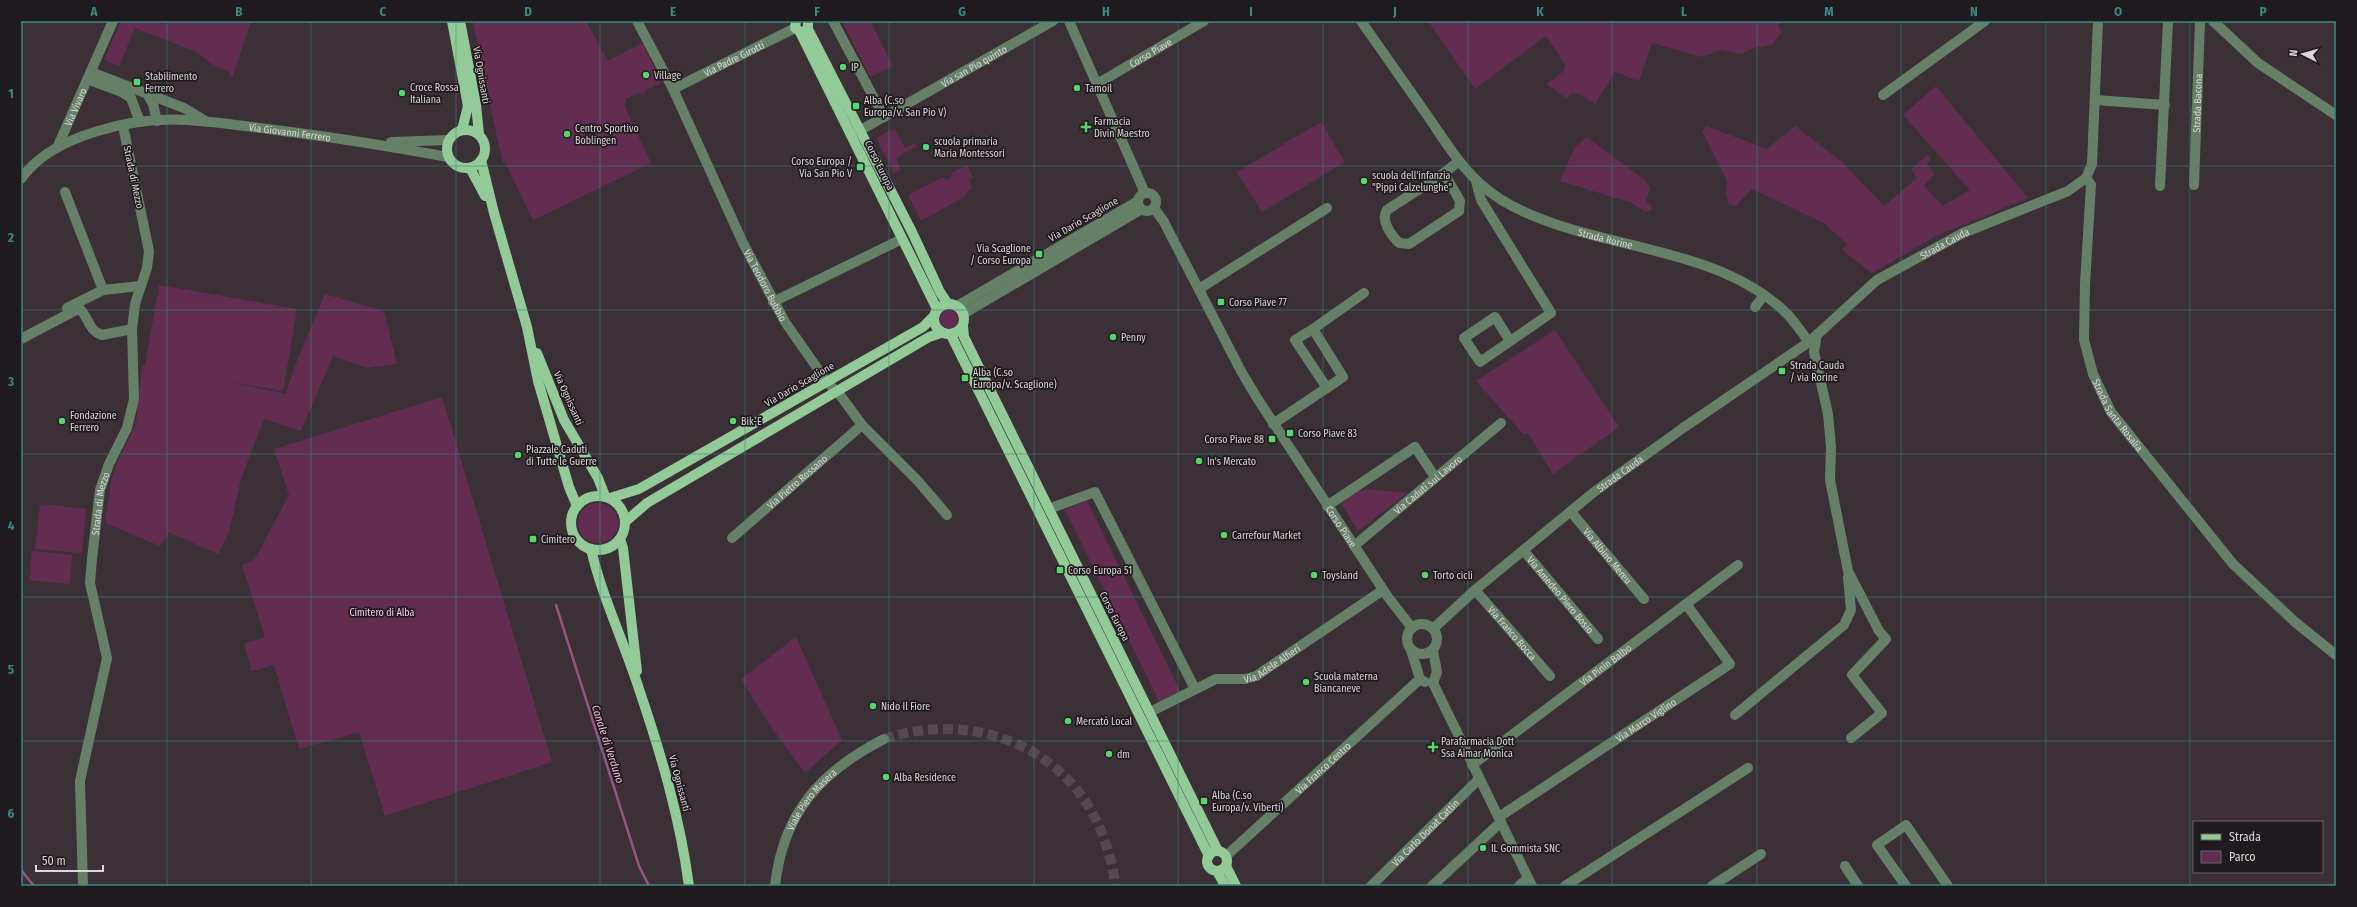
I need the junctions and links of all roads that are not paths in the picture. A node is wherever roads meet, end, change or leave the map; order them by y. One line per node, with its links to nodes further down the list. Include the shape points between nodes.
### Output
1 (112, 21): 16 (street, Via Vivaro)
2 (452, 21): 29 (main road, Via Ognissanti, via 468,106)
3 (460, 21): 31 (main road, Via Ognissanti, via 476,105)
4 (637, 21): 18 (street, Via Teodoro Bubbio)
5 (833, 21): 24 (street)
6 (1053, 21): 24 (street, Via san Pio quinto)
7 (1069, 21): 17 (street, Corso Piave)
8 (1204, 21): 17 (street, Corso Piave)
9 (1361, 21): 37 (street, Strada Rorine, via 1450,152)
10 (1985, 21): 20 (street)
11 (2098, 21): 21 (street)
12 (2168, 21): 22 (street)
13 (2200, 21): 43 (street, Strada Bacona)
14 (2213, 21): 23 (street, via 2258,63)
15 (802, 24): 18 (street, Via Padre Girotti); 30 (main road, Corso Europa)
16 (89, 75): 19 (street, Via Giovanni Ferrero); 26 (street, via 131,98); 34 (street, Via Vivaro)
17 (1097, 84): 46 (street, Corso Piave)
18 (673, 89): 56 (street, Via Teodoro Bubbio)
19 (147, 94): 25 (street, via 153,104); 27 (street, Via Giovanni Ferrero, via 184,108)
20 (1883, 95)
21 (2095, 100): 22 (street); 40 (street, via 2092,164)
22 (2165, 105): 44 (street)
23 (2336, 116)
24 (884, 117): 30 (street, Via san Pio quinto)
25 (157, 121): 26 (street, Via Giovanni Ferrero); 27 (street, Via Giovanni Ferrero)
26 (140, 122): 28 (street, Via Giovanni Ferrero)
27 (207, 122): 33 (street, Via Giovanni Ferrero)
28 (123, 126): 34 (street, Via Giovanni Ferrero, via 88,134); 51 (street, Strada di Mezzo, via 149,251 147,268)
29 (462, 130): 31 (main road); 32 (main road)
30 (856, 132): 50 (main road, Corso Europa); 58 (main road, Corso Europa, via 940,292)
31 (478, 134): 36 (main road, via 484,144 484,155)
32 (448, 140): 33 (street, Via Giovanni Ferrero); 35 (main road)
33 (373, 142): 35 (street, Via Giovanni Ferrero)
34 (57, 148): 41 (street, via 39,160)
35 (448, 157): 38 (main road, via 457,166)
36 (481, 160): 38 (main road); 49 (main road, Via Ognissanti)
37 (1459, 161): 39 (street); 42 (street, Strada Rorine)
38 (470, 168): 49 (main road, Via Ognissanti)
39 (1444, 173): 39 (street, via 1387,210 1384,220 1399,243 1409,244 1459,211 1460,201)
40 (2086, 178): 66 (street, Strada Cauda, via 2068,191 1964,233 1911,259 1877,280); 100 (street, Strada Santa Rosalia, via 2091,185 2084,340 2093,374 2111,412 2233,564 2295,622)
41 (21, 179)
42 (1476, 181): 55 (street, Strada Rorine, via 1500,199 1533,216 1717,270 1756,288); 68 (street, via 1481,200 1551,313)
43 (2194, 185)
44 (2160, 186)
45 (65, 192): 52 (street)
46 (1142, 201): 47 (street, via 1149,211); 47 (street, Corso Piave, via 1155,198); 58 (street)
47 (1154, 208): 53 (street, Corso Piave, via 1164,222)
48 (1327, 208): 53 (street)
49 (494, 213): 61 (main road, Via Ognissanti)
50 (902, 239): 56 (street); 59 (main road, Corso Europa)
51 (140, 286): 52 (street); 63 (street, Strada di Mezzo)
52 (103, 290): 64 (street)
53 (1199, 290): 74 (street, Corso Piave, via 1240,371)
54 (1364, 293): 62 (street)
55 (1764, 295): 57 (street); 69 (street, Strada Rorine, via 1785,312)
56 (773, 302): 70 (street, Via Teodoro Bubbio)
57 (1755, 307)
58 (956, 308): 59 (main road, Via Dario Scaglione); 60 (main road, Corso Europa)
59 (935, 313): 65 (main road, Corso Europa, via 935,326); 70 (main road, Via Dario Scaglione, via 922,327)
60 (963, 326): 65 (main road); 106 (main road, Corso Europa, via 964,337)
61 (527, 327): 77 (main road, Via Ognissanti, via 564,420); 78 (main road, Via Ognissanti, via 538,381)
62 (1313, 329): 71 (street, via 1343,377); 71 (street, via 1295,340)
63 (132, 330): 67 (street, via 102,335 91,329 81,310 76,310); 119 (street, Strada di Mezzo, via 134,399 126,428 100,490 92,559 90,583 107,658 80,781)
64 (21, 331)
65 (946, 334): 72 (main road, via 929,336); 115 (main road)
66 (1817, 334): 69 (street, Strada Cauda); 90 (street, via 1814,352 1828,414 1830,480)
67 (21, 339)
68 (1510, 341): 68 (street, via 1480,362 1464,338 1495,317)
69 (1809, 342): 81 (street, Strada Cauda, via 1683,428)
70 (827, 382): 72 (street, Via Teodoro Bubbio); 77 (main road, Via Dario Scaglione, via 639,489)
71 (1327, 388): 74 (street)
72 (836, 391): 75 (street, Via Teodoro Bubbio); 83 (main road, via 647,504)
73 (1502, 423): 76 (street, Via Caduti sul Lavoro)
74 (1274, 424): 79 (street, Corso Piave)
75 (862, 425): 82 (street, Via Teodoro Bubbio, via 918,481); 84 (street, Via Pietro Rossano)
76 (1435, 477): 79 (street, via 1415,447); 86 (street, Via Caduti sul Lavoro)
77 (608, 497): 78 (main road, via 590,497); 83 (main road, via 621,508)
78 (577, 506): 87 (main road, via 571,525 580,543)
79 (1327, 506): 86 (street, Corso Piave)
80 (1054, 507): 105 (street, via 1095,492)
81 (1571, 512): 88 (street, Strada Cauda); 93 (street, Via Albino Mereu)
82 (947, 515)
83 (625, 522): 85 (main road)
84 (732, 538)
85 (620, 539): 87 (main road, via 607,548); 104 (main road, Via Ognissanti)
86 (1354, 546): 91 (street, Corso Piave)
87 (591, 549): 104 (main road, Via Ognissanti, via 597,575)
88 (1524, 551): 92 (street, Strada Cauda); 97 (street, Via Amedeo Piero Bosio)
89 (1738, 565): 94 (street, Via Pinin Balbo)
90 (1848, 571): 107 (street, via 1851,610 1844,625); 108 (street, via 1879,631 1886,639 1852,675 1882,713)
91 (1383, 590): 95 (street, Corso Piave); 105 (street, Via Adele Alfieri, via 1256,676 1245,679 1216,679)
92 (1476, 590): 96 (street, Strada Cauda); 101 (street, Via Franco Bocca)
93 (1644, 599)
94 (1686, 604): 110 (street, Via Pinin Balbo); 113 (street, Via Marco Viglino, via 1730,664)
95 (1412, 628): 96 (street, via 1423,624); 98 (street, via 1407,639)
96 (1434, 628): 99 (street, via 1438,640)
97 (1598, 639)
98 (1411, 650): 99 (street, via 1422,655); 102 (street)
99 (1433, 651): 103 (street, via 1437,672)
100 (2336, 655)
101 (1550, 676)
102 (1420, 679): 103 (street); 116 (street, Via Franco Centro)
103 (1433, 683): 110 (street)
104 (639, 689): 120 (main road, Via Ognissanti, via 670,787)
105 (1195, 689): 106 (street, Via Adele Alfieri)
106 (1150, 712): 116 (main road, Corso Europa)
107 (1735, 715)
108 (1851, 738)
109 (884, 740): 121 (street, Viale Piero Masera, via 844,762 822,781 799,810 779,855)
110 (1472, 764): 112 (street)
111 (1748, 768): 127 (street)
112 (1479, 779): 113 (street); 124 (street, Via Carlo Donat Cattin)
113 (1500, 819): 118 (street); 125 (street)
114 (1761, 854): 128 (street)
115 (1209, 856): 116 (main road); 116 (main road, via 1208,866)
116 (1222, 861): 122 (main road, Corso Europa); 123 (main road)
117 (1845, 866): 129 (street)
118 (1530, 882): 126 (street)
119 (83, 886)
120 (689, 886)
121 (775, 886)
122 (1225, 886)
123 (1236, 886)
124 (1371, 886)
125 (1432, 886)
126 (1519, 886)
127 (1565, 886)
128 (1712, 886)
129 (1858, 886)
130 (1906, 886): 131 (street, via 1877,845 1906,825)
131 (1948, 886)

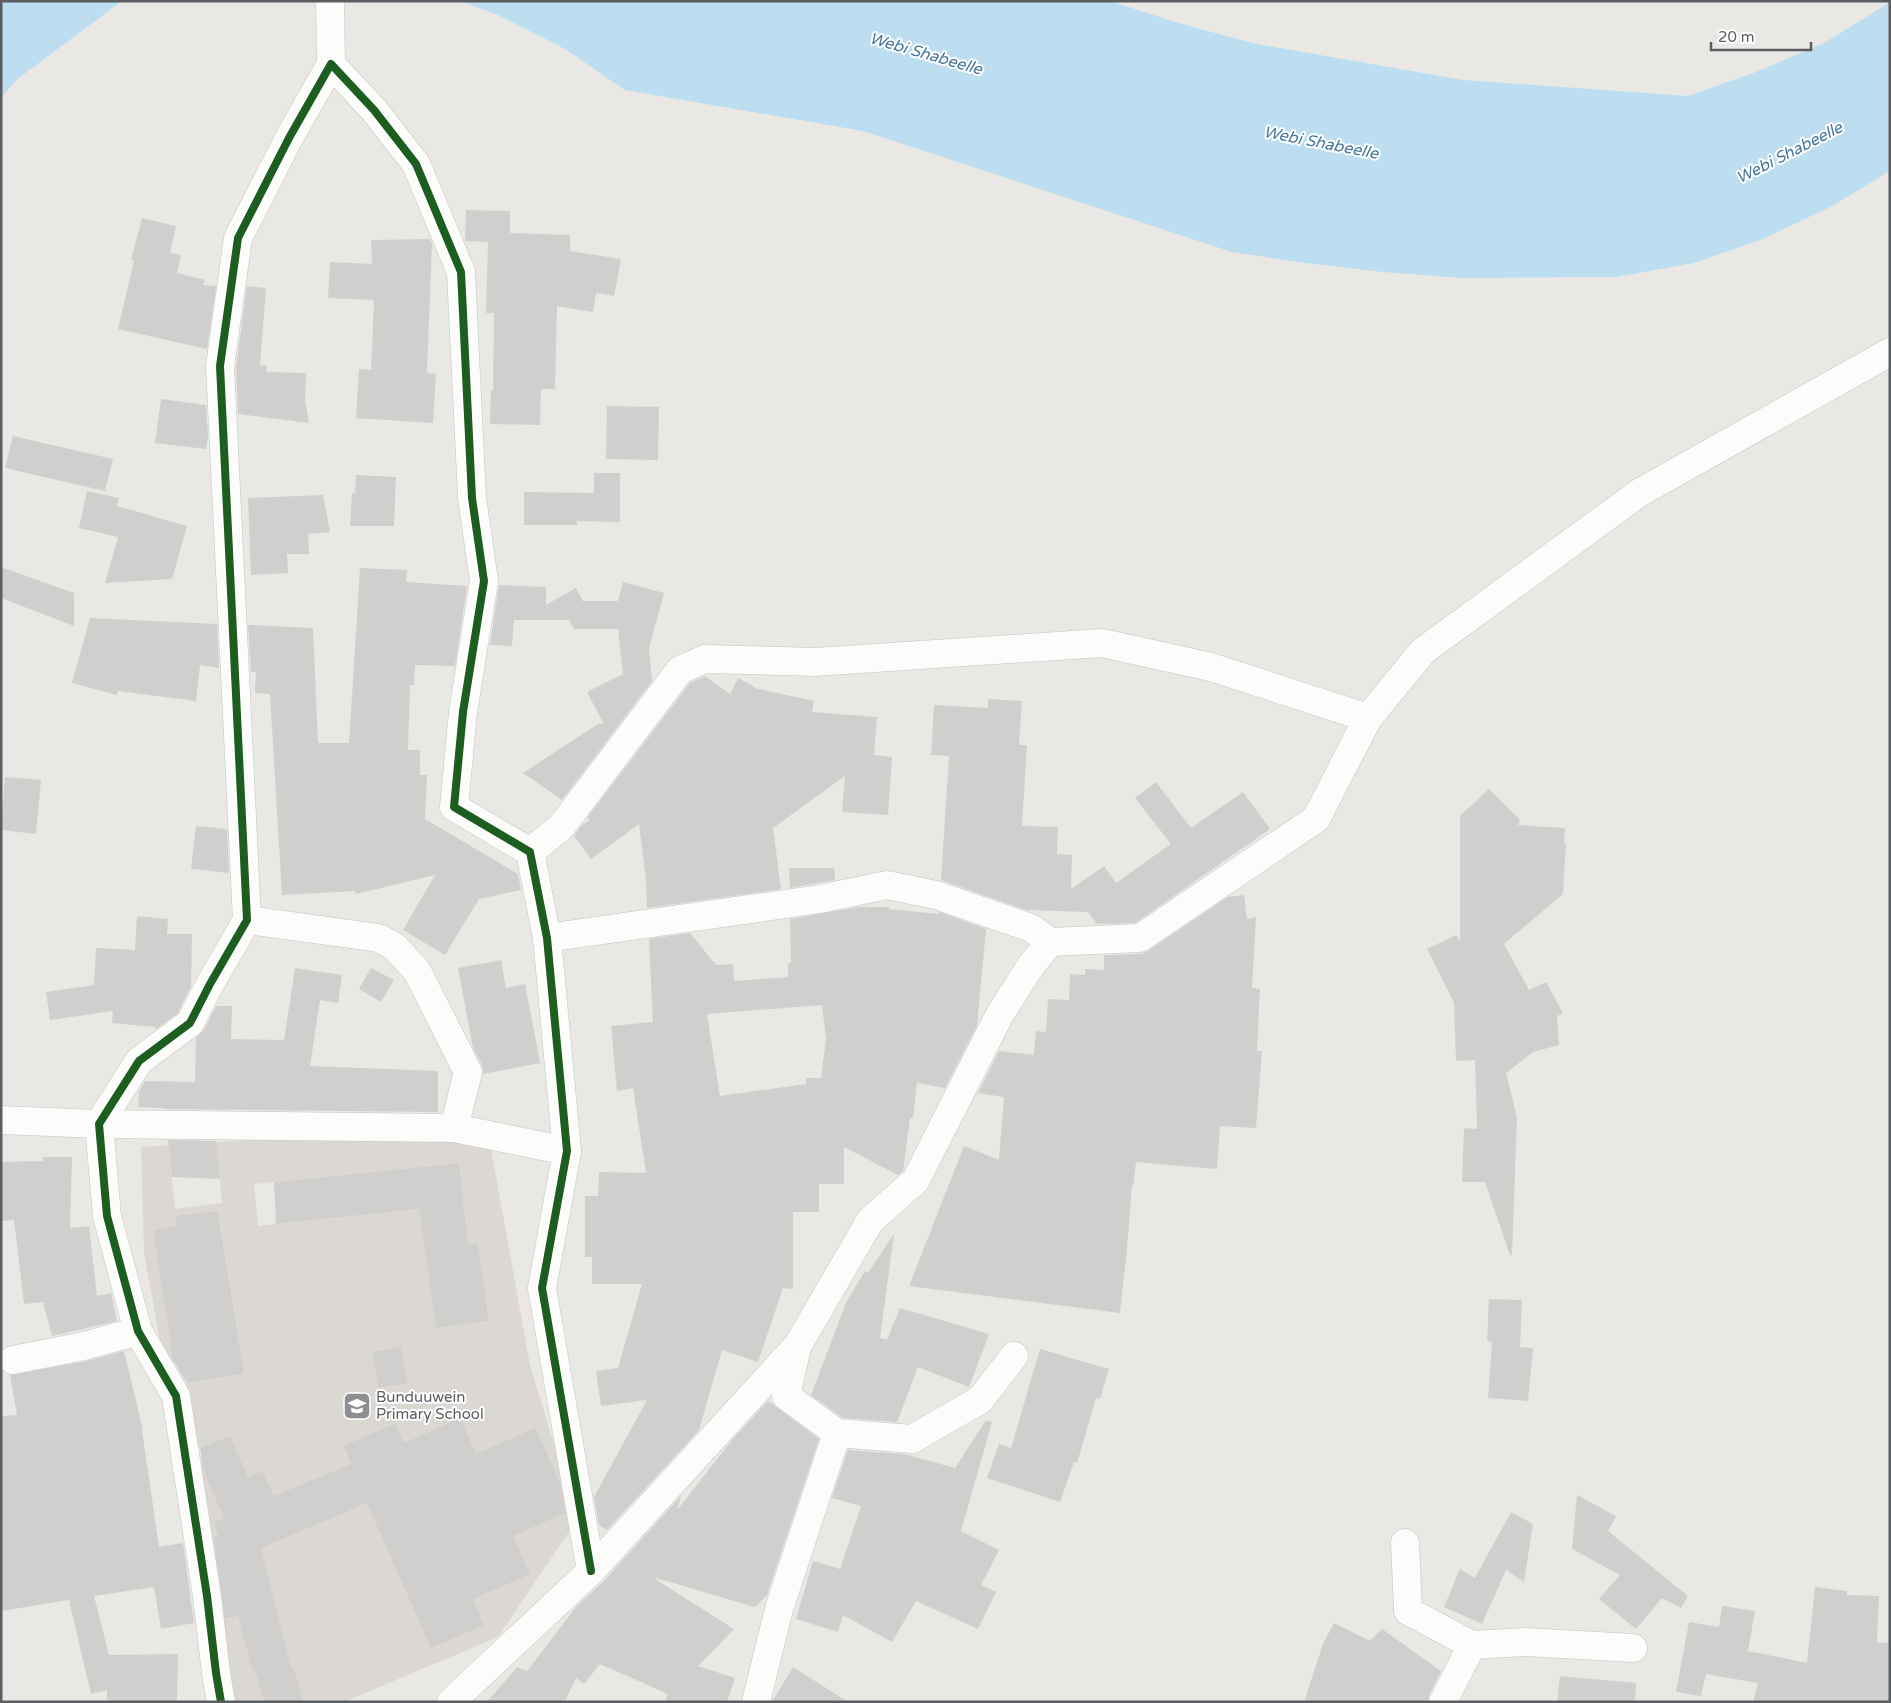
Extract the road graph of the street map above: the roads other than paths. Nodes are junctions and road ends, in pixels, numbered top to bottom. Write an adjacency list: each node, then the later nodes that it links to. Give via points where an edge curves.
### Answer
1 (330, 1): 2 (street)
2 (331, 64): 5 (street, via 374,110 416,164 461,272 472,498 484,581 463,712 454,807); 6 (street, via 238,238 220,366)
3 (1890, 352): 4 (street, via 1639,493 1424,651)
4 (1368, 718): 5 (street, via 1210,668 1102,643 815,662 705,659 680,670 561,827); 8 (street, via 1316,819 1140,938)
5 (530, 852): 7 (street)
6 (247, 920): 10 (street, via 190,1023 139,1061); 11 (street, via 379,938 395,947 416,971 468,1072)
7 (547, 938): 8 (street, via 820,899 887,886 936,895 1032,928); 12 (street)
8 (1050, 942): 14 (street, via 1000,1014 916,1180 870,1221)
9 (1, 1120): 10 (street)
10 (99, 1124): 11 (street); 13 (street, via 107,1216)
11 (454, 1128): 12 (street)
12 (568, 1151): 19 (street, via 542,1288)
13 (138, 1331): 16 (street); 23 (street, via 176,1396)
14 (798, 1345): 17 (street, via 786,1396); 19 (street)
15 (1014, 1356): 17 (street, via 980,1400 912,1439)
16 (14, 1360)
17 (837, 1433): 24 (street, via 779,1609)
18 (1405, 1543): 20 (street, via 1408,1611)
19 (591, 1571): 22 (street)
20 (1472, 1646): 21 (street, via 1526,1642); 25 (street)
21 (1633, 1648)
22 (450, 1701)
23 (221, 1702)
24 (756, 1702)
25 (1443, 1702)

• _TASK OBJECTIVE_:
Read the lines above. Gather those in which the string "Teodoro" is found.

• _ANSWER TO THIS TASK_:
4 (637, 21): 18 (street, Via Teodoro Bubbio)
18 (673, 89): 56 (street, Via Teodoro Bubbio)
56 (773, 302): 70 (street, Via Teodoro Bubbio)
70 (827, 382): 72 (street, Via Teodoro Bubbio); 77 (main road, Via Dario Scaglione, via 639,489)
72 (836, 391): 75 (street, Via Teodoro Bubbio); 83 (main road, via 647,504)
75 (862, 425): 82 (street, Via Teodoro Bubbio, via 918,481); 84 (street, Via Pietro Rossano)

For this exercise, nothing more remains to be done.